[[ RECORD EXTRACTS, beginning ]]

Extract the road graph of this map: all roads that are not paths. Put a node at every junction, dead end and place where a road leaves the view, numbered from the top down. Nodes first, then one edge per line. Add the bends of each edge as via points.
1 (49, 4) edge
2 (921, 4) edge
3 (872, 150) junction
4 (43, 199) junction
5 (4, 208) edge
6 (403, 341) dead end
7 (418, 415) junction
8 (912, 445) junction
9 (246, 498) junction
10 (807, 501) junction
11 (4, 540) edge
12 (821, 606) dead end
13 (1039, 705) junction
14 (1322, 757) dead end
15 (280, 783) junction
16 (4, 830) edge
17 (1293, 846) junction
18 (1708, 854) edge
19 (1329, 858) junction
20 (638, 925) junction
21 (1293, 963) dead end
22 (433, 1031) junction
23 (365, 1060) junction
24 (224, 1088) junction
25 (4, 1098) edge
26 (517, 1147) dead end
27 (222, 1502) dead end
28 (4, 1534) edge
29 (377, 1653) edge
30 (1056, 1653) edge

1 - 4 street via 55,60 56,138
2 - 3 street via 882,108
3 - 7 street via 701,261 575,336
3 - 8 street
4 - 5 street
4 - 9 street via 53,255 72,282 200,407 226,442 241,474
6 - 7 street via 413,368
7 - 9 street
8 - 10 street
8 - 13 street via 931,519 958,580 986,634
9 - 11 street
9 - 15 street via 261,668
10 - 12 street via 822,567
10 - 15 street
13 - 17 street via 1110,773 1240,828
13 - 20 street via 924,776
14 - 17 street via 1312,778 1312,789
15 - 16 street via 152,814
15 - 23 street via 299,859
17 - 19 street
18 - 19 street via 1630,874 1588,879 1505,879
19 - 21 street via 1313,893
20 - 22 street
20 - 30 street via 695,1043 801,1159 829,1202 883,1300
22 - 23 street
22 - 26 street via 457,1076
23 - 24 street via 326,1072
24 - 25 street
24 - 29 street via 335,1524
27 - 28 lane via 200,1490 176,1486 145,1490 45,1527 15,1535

[[ RECORD EXTRACTS, end ]]

__WHAT TO DO__: Once you have read the records, write every one of them out again exactly.

__RESULT OF THE TASK__:
Extract the road graph of this map: all roads that are not paths. Put a node at every junction, dead end and place where a road leaves the view, numbered from the top down. Nodes first, then one edge per line. Add the bends of each edge as via points.
1 (49, 4) edge
2 (921, 4) edge
3 (872, 150) junction
4 (43, 199) junction
5 (4, 208) edge
6 (403, 341) dead end
7 (418, 415) junction
8 (912, 445) junction
9 (246, 498) junction
10 (807, 501) junction
11 (4, 540) edge
12 (821, 606) dead end
13 (1039, 705) junction
14 (1322, 757) dead end
15 (280, 783) junction
16 (4, 830) edge
17 (1293, 846) junction
18 (1708, 854) edge
19 (1329, 858) junction
20 (638, 925) junction
21 (1293, 963) dead end
22 (433, 1031) junction
23 (365, 1060) junction
24 (224, 1088) junction
25 (4, 1098) edge
26 (517, 1147) dead end
27 (222, 1502) dead end
28 (4, 1534) edge
29 (377, 1653) edge
30 (1056, 1653) edge

1 - 4 street via 55,60 56,138
2 - 3 street via 882,108
3 - 7 street via 701,261 575,336
3 - 8 street
4 - 5 street
4 - 9 street via 53,255 72,282 200,407 226,442 241,474
6 - 7 street via 413,368
7 - 9 street
8 - 10 street
8 - 13 street via 931,519 958,580 986,634
9 - 11 street
9 - 15 street via 261,668
10 - 12 street via 822,567
10 - 15 street
13 - 17 street via 1110,773 1240,828
13 - 20 street via 924,776
14 - 17 street via 1312,778 1312,789
15 - 16 street via 152,814
15 - 23 street via 299,859
17 - 19 street
18 - 19 street via 1630,874 1588,879 1505,879
19 - 21 street via 1313,893
20 - 22 street
20 - 30 street via 695,1043 801,1159 829,1202 883,1300
22 - 23 street
22 - 26 street via 457,1076
23 - 24 street via 326,1072
24 - 25 street
24 - 29 street via 335,1524
27 - 28 lane via 200,1490 176,1486 145,1490 45,1527 15,1535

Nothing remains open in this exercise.